Studies into the regulation and expression of Z. mays Ac in heterologous plant species

The Z. mays Ac/Ds transposable elements have been introduced into a number of heterologous plant species, where they have been employed as genomic mutagens in transposon-tagging strategies. Although successful, many strategies fail to regulate the expression of the controlling Ac element, therefore allowing Ds transposition to occur throughout the plant life cycle. This can generate genetically mosaic organisms whose progeny may contain unique or common Ds transposition events.
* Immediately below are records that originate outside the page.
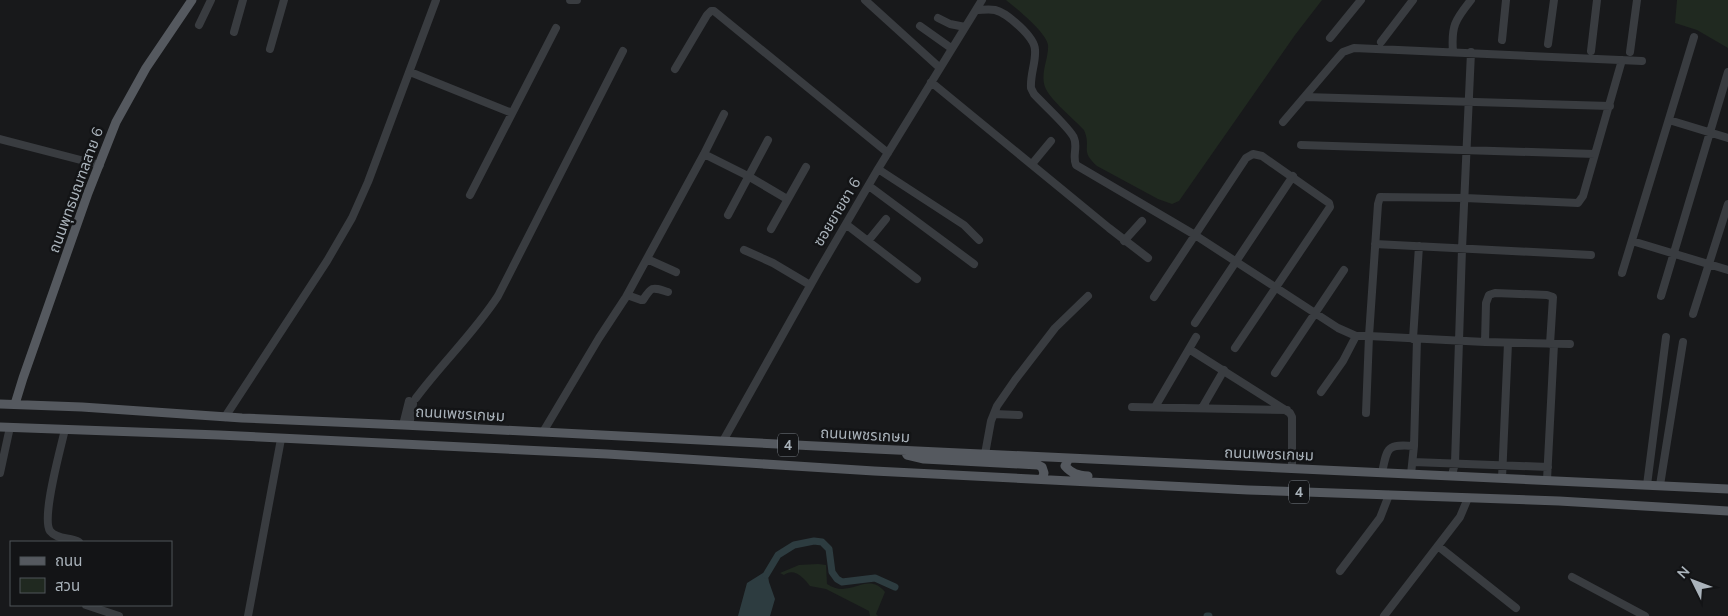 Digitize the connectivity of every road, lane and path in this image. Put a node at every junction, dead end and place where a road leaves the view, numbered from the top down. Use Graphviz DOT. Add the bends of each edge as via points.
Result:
graph roads {
  1 [pos="192,0"];
  2 [pos="211,0"];
  3 [pos="244,0"];
  4 [pos="284,0"];
  5 [pos="436,0"];
  6 [pos="570,0"];
  7 [pos="577,0"];
  8 [pos="865,0"];
  9 [pos="982,0"];
  10 [pos="1360,0"];
  11 [pos="1414,0"];
  12 [pos="1471,0"];
  13 [pos="1506,0"];
  14 [pos="1554,0"];
  15 [pos="1597,0"];
  16 [pos="1637,0"];
  17 [pos="976,10"];
  18 [pos="938,18"];
  19 [pos="199,25"];
  20 [pos="920,26"];
  21 [pos="965,27"];
  22 [pos="556,28"];
  23 [pos="234,32"];
  24 [pos="1694,37"];
  25 [pos="1330,38"];
  26 [pos="1502,40"];
  27 [pos="1382,42"];
  28 [pos="1548,44"];
  29 [pos="951,48"];
  30 [pos="270,49"];
  31 [pos="623,51"];
  32 [pos="1591,51"];
  33 [pos="1453,52"];
  34 [pos="1471,52"];
  35 [pos="1630,52"];
  36 [pos="1622,60"];
  37 [pos="1642,61"];
  38 [pos="940,68"];
  39 [pos="675,69"];
  40 [pos="410,72"];
  41 [pos="1728,72"];
  42 [pos="931,82"];
  43 [pos="1305,97"];
  44 [pos="1468,101"];
  45 [pos="1610,106"];
  46 [pos="512,113"];
  47 [pos="724,114"];
  48 [pos="1669,120"];
  49 [pos="1283,122"];
  50 [pos="1710,132"];
  51 [pos="1728,138"];
  52 [pos="0,139"];
  53 [pos="768,140"];
  54 [pos="1051,141"];
  55 [pos="1301,145"];
  56 [pos="1466,150"];
  57 [pos="888,153"];
  58 [pos="704,154"];
  59 [pos="1595,154"];
  60 [pos="1032,164"];
  61 [pos="100,165"];
  62 [pos="806,167"];
  63 [pos="878,169"];
  64 [pos="748,176"];
  65 [pos="1293,176"];
  66 [pos="868,186"];
  67 [pos="470,195"];
  68 [pos="1465,198"];
  69 [pos="788,199"];
  70 [pos="1728,204"];
  71 [pos="728,215"];
  72 [pos="886,219"];
  73 [pos="1142,221"];
  74 [pos="846,225"];
  75 [pos="771,229"];
  76 [pos="1195,235"];
  77 [pos="979,240"];
  78 [pos="1124,240"];
  79 [pos="868,241"];
  80 [pos="1632,241"];
  81 [pos="1375,244"];
  82 [pos="1419,246"];
  83 [pos="1462,249"];
  84 [pos="744,250"];
  85 [pos="1674,254"];
  86 [pos="1591,255"];
  87 [pos="1148,258"];
  88 [pos="647,260"];
  89 [pos="1237,262"];
  90 [pos="974,264"];
  91 [pos="1708,265"];
  92 [pos="1344,270"];
  93 [pos="1728,270"];
  94 [pos="676,272"];
  95 [pos="1622,274"];
  96 [pos="917,279"];
  97 [pos="810,285"];
  98 [pos="1277,288"];
  99 [pos="668,292"];
  100 [pos="627,294"];
  101 [pos="1088,296"];
  102 [pos="1661,296"];
  103 [pos="1154,297"];
  104 [pos="1315,313"];
  105 [pos="1694,314"];
  106 [pos="1195,323"];
  107 [pos="1356,336"];
  108 [pos="1369,336"];
  109 [pos="1666,336"];
  110 [pos="1196,337"];
  111 [pos="1415,339"];
  112 [pos="1460,341"];
  113 [pos="1485,342"];
  114 [pos="1683,342"];
  115 [pos="1508,343"];
  116 [pos="1552,344"];
  117 [pos="1570,344"];
  118 [pos="1235,348"];
  119 [pos="1189,349"];
  120 [pos="1224,370"];
  121 [pos="1275,373"];
  122 [pos="1321,392"];
  123 [pos="0,404"];
  124 [pos="15,404"];
  125 [pos="1132,407"];
  126 [pos="1155,407"];
  127 [pos="1202,408"];
  128 [pos="1287,410"];
  129 [pos="1366,413"];
  130 [pos="994,414"];
  131 [pos="1018,415"];
  132 [pos="225,417"];
  133 [pos="406,425"];
  134 [pos="0,426"];
  135 [pos="10,426"];
  136 [pos="65,429"];
  137 [pos="543,432"];
  138 [pos="281,439"];
  139 [pos="723,442"];
  140 [pos="1414,446"];
  141 [pos="905,451"];
  142 [pos="985,454"];
  143 [pos="1069,458"];
  144 [pos="1413,462"];
  145 [pos="1455,463"];
  146 [pos="1502,466"];
  147 [pos="1548,468"];
  148 [pos="1292,469"];
  149 [pos="1382,472"];
  150 [pos="0,473"];
  151 [pos="1411,474"];
  152 [pos="1452,475"];
  153 [pos="1502,478"];
  154 [pos="1042,479"];
  155 [pos="1547,480"];
  156 [pos="1164,485"];
  157 [pos="1647,485"];
  158 [pos="1660,486"];
  159 [pos="1728,489"];
  160 [pos="1388,495"];
  161 [pos="1468,498"];
  162 [pos="1728,511"];
  163 [pos="76,541"];
  164 [pos="1438,546"];
  165 [pos="1340,571"];
  166 [pos="1572,577"];
  167 [pos="89,606"];
  168 [pos="1516,608"];
  169 [pos="1388,614"];
  170 [pos="119,616"];
  171 [pos="248,616"];
  172 [pos="1646,616"];
  1 -- 61 [label="main road, ถนนพุทธมณฑลสาย 6" via="126,101"];
  2 -- 19 [label="street"];
  3 -- 23 [label="street"];
  4 -- 30 [label="street"];
  5 -- 40 [label="street"];
  6 -- 7 [label="street"];
  8 -- 38 [label="street"];
  9 -- 17 [label="street, ซอยยายชา 6"];
  10 -- 25 [label="street"];
  11 -- 27 [label="street"];
  12 -- 33 [label="street" via="1453,27"];
  13 -- 26 [label="street"];
  14 -- 28 [label="street"];
  15 -- 32 [label="street"];
  16 -- 35 [label="street"];
  17 -- 21 [label="street, ซอยยายชา 6"];
  17 -- 76 [label="street" via="1002,13 1026,32 1033,42 1036,48 1031,88 1074,136 1076,165"];
  18 -- 21 [label="street"];
  20 -- 29 [label="street"];
  21 -- 29 [label="street, ซอยยายชา 6"];
  22 -- 46 [label="street"];
  24 -- 48 [label="street"];
  29 -- 38 [label="street, ซอยยายชา 6"];
  31 -- 133 [label="street" via="498,296 485,317 413,399"];
  33 -- 34 [label="street"];
  33 -- 43 [label="street" via="1354,48 1334,61"];
  34 -- 36 [label="street"];
  34 -- 44 [label="street"];
  36 -- 37 [label="street"];
  36 -- 45 [label="street"];
  38 -- 42 [label="street, ซอยยายชา 6"];
  39 -- 57 [label="street" via="714,11"];
  40 -- 46 [label="street"];
  40 -- 132 [label="street" via="348,225"];
  41 -- 50 [label="street"];
  42 -- 57 [label="street, ซอยยายชา 6"];
  42 -- 60 [label="street"];
  43 -- 44 [label="street"];
  43 -- 49 [label="street"];
  44 -- 45 [label="street"];
  44 -- 56 [label="street"];
  45 -- 59 [label="street"];
  46 -- 67 [label="street"];
  47 -- 58 [label="street"];
  48 -- 50 [label="street"];
  48 -- 80 [label="street"];
  50 -- 51 [label="street"];
  50 -- 85 [label="street"];
  52 -- 61 [label="street"];
  53 -- 64 [label="street"];
  54 -- 60 [label="street"];
  55 -- 56 [label="street"];
  56 -- 59 [label="street"];
  56 -- 68 [label="street"];
  57 -- 63 [label="street, ซอยยายชา 6"];
  58 -- 64 [label="street"];
  58 -- 88 [label="street"];
  59 -- 68 [label="street" via="1578,203"];
  60 -- 78 [label="street"];
  61 -- 124 [label="main road, ถนนพุทธมณฑลสาย 6"];
  62 -- 69 [label="street"];
  63 -- 66 [label="street, ซอยยายชา 6"];
  63 -- 77 [label="street" via="964,224"];
  64 -- 69 [label="street"];
  64 -- 71 [label="street"];
  65 -- 76 [label="street" via="1262,156 1250,155"];
  65 -- 89 [label="street"];
  65 -- 98 [label="street" via="1330,207"];
  66 -- 74 [label="street, ซอยยายชา 6"];
  66 -- 90 [label="street"];
  68 -- 81 [label="street" via="1380,197"];
  68 -- 83 [label="street"];
  69 -- 75 [label="street"];
  70 -- 91 [label="street"];
  72 -- 79 [label="street"];
  73 -- 78 [label="street"];
  74 -- 79 [label="street"];
  74 -- 97 [label="street, ซอยยายชา 6"];
  76 -- 89 [label="street"];
  76 -- 103 [label="street"];
  78 -- 87 [label="street"];
  79 -- 96 [label="street"];
  80 -- 85 [label="street"];
  80 -- 95 [label="street"];
  81 -- 82 [label="street"];
  81 -- 108 [label="street"];
  82 -- 83 [label="street"];
  82 -- 111 [label="street"];
  83 -- 86 [label="street"];
  83 -- 112 [label="street"];
  84 -- 97 [label="street"];
  85 -- 91 [label="street"];
  85 -- 102 [label="street"];
  88 -- 94 [label="street"];
  88 -- 100 [label="street"];
  89 -- 98 [label="street"];
  89 -- 106 [label="street"];
  91 -- 93 [label="street"];
  91 -- 105 [label="street"];
  92 -- 104 [label="street"];
  97 -- 139 [label="street, ซอยยายชา 6"];
  98 -- 104 [label="street"];
  98 -- 118 [label="street"];
  99 -- 100 [label="street" via="651,288 643,300"];
  100 -- 137 [label="street"];
  101 -- 130 [label="street" via="1055,328 1015,380"];
  104 -- 107 [label="street"];
  104 -- 121 [label="street"];
  107 -- 108 [label="street"];
  107 -- 122 [label="street"];
  108 -- 111 [label="street"];
  108 -- 129 [label="street"];
  109 -- 157 [label="street"];
  110 -- 119 [label="street"];
  111 -- 112 [label="street"];
  111 -- 140 [label="street"];
  112 -- 113 [label="street"];
  112 -- 145 [label="street"];
  113 -- 115 [label="street"];
  113 -- 116 [label="street" via="1486,303 1489,295 1495,293 1553,297"];
  114 -- 158 [label="street"];
  115 -- 116 [label="street"];
  115 -- 146 [label="street"];
  116 -- 117 [label="street"];
  116 -- 147 [label="street"];
  119 -- 120 [label="street"];
  119 -- 126 [label="street"];
  120 -- 127 [label="street"];
  120 -- 128 [label="street"];
  123 -- 124 [label="main road, ถนนเพชรเกษม / 4"];
  124 -- 132 [label="main road, ถนนเพชรเกษม / 4"];
  125 -- 126 [label="street"];
  126 -- 127 [label="street"];
  127 -- 128 [label="street"];
  128 -- 148 [label="street" via="1292,417"];
  130 -- 131 [label="street"];
  130 -- 142 [label="street"];
  132 -- 133 [label="main road, ถนนเพชรเกษม / 4"];
  133 -- 137 [label="main road, ถนนเพชรเกษม / 4"];
  134 -- 135 [label="main road, 4"];
  135 -- 136 [label="main road, 4"];
  135 -- 150 [label="street"];
  136 -- 138 [label="main road, 4"];
  136 -- 163 [label="street" via="47,524 54,535"];
  137 -- 139 [label="main road, ถนนเพชรเกษม / 4"];
  138 -- 154 [label="main road, 4"];
  138 -- 171 [label="street"];
  139 -- 141 [label="main road, ถนนเพชรเกษม / 4"];
  140 -- 144 [label="street"];
  140 -- 149 [label="street" via="1391,447"];
  141 -- 142 [label="main road, ถนนเพชรเกษม / 4"];
  141 -- 154 [label="main road" via="907,455 924,459 1038,465 1044,473"];
  142 -- 143 [label="main road, ถนนเพชรเกษม / 4"];
  143 -- 148 [label="main road, ถนนเพชรเกษม / 4"];
  143 -- 156 [label="main road" via="1065,466 1076,475 1153,479"];
  144 -- 145 [label="street"];
  144 -- 151 [label="street"];
  145 -- 146 [label="street"];
  145 -- 152 [label="street"];
  146 -- 147 [label="street"];
  146 -- 153 [label="street"];
  147 -- 155 [label="street"];
  148 -- 149 [label="main road, ถนนเพชรเกษม / 4"];
  149 -- 151 [label="main road, ถนนเพชรเกษม / 4"];
  151 -- 152 [label="main road, ถนนเพชรเกษม / 4"];
  152 -- 153 [label="main road, ถนนเพชรเกษม / 4"];
  153 -- 155 [label="main road, ถนนเพชรเกษม / 4"];
  154 -- 156 [label="main road, 4"];
  155 -- 157 [label="main road, ถนนเพชรเกษม / 4"];
  156 -- 160 [label="main road, 4"];
  157 -- 158 [label="main road, ถนนเพชรเกษม / 4"];
  158 -- 159 [label="main road, ถนนเพชรเกษม / 4"];
  160 -- 161 [label="main road, 4"];
  160 -- 165 [label="street" via="1380,518"];
  161 -- 162 [label="main road, 4"];
  161 -- 164 [label="street" via="1460,516"];
  164 -- 168 [label="street"];
  164 -- 169 [label="street"];
  166 -- 172 [label="street"];
  167 -- 170 [label="street"];
}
In an attempt to develop a controlled Ac/Ds transposon-tagging strategy, this thesis examined whether an anther-specific APG-Ac element could limit Ds transposition events exclusively to the post-meiotic microspore, thus providing a somatically stable, inheritable system of Ds transposition in which each pollen grain would harbour a unique Ds transposition event. The experiments presented in this thesis conclude that APG-Ac does limit Ds transposition to pollen development within N. tabacum, and individual progeny derived from pollen harbouring a transposition event does contain a Ds element reinserted into a unique location in the genome.;Although this work demonstrates the potential for a gametophytic Ac/Ds transposon-tagging strategy, parallel experiments in A. thaliana suggested that the APG-Ac element does not function as anticipated in this species. Whilst assaying the expression of APG-Ac in A. thaliana, it became apparent that the Ac transposase transcript was incorrectly processed. Subsequent experiments clearly demonstrate that A. thaliana alternatively splices and prematurely polyadenylates TPase transcript, such that the correctly processed mRNA constitutes only a small proportion of the total Ac message. In an attempt to remedy this problem, a modified Ac gene was designed and cloned which lacks Ac sequence possibly responsible for the incorrect mRNA processing. It is hoped that further work will show whether the modified APG-Ac element can generate in A. thaliana the gametophytic Ds transposition evident in N. tabacum.;.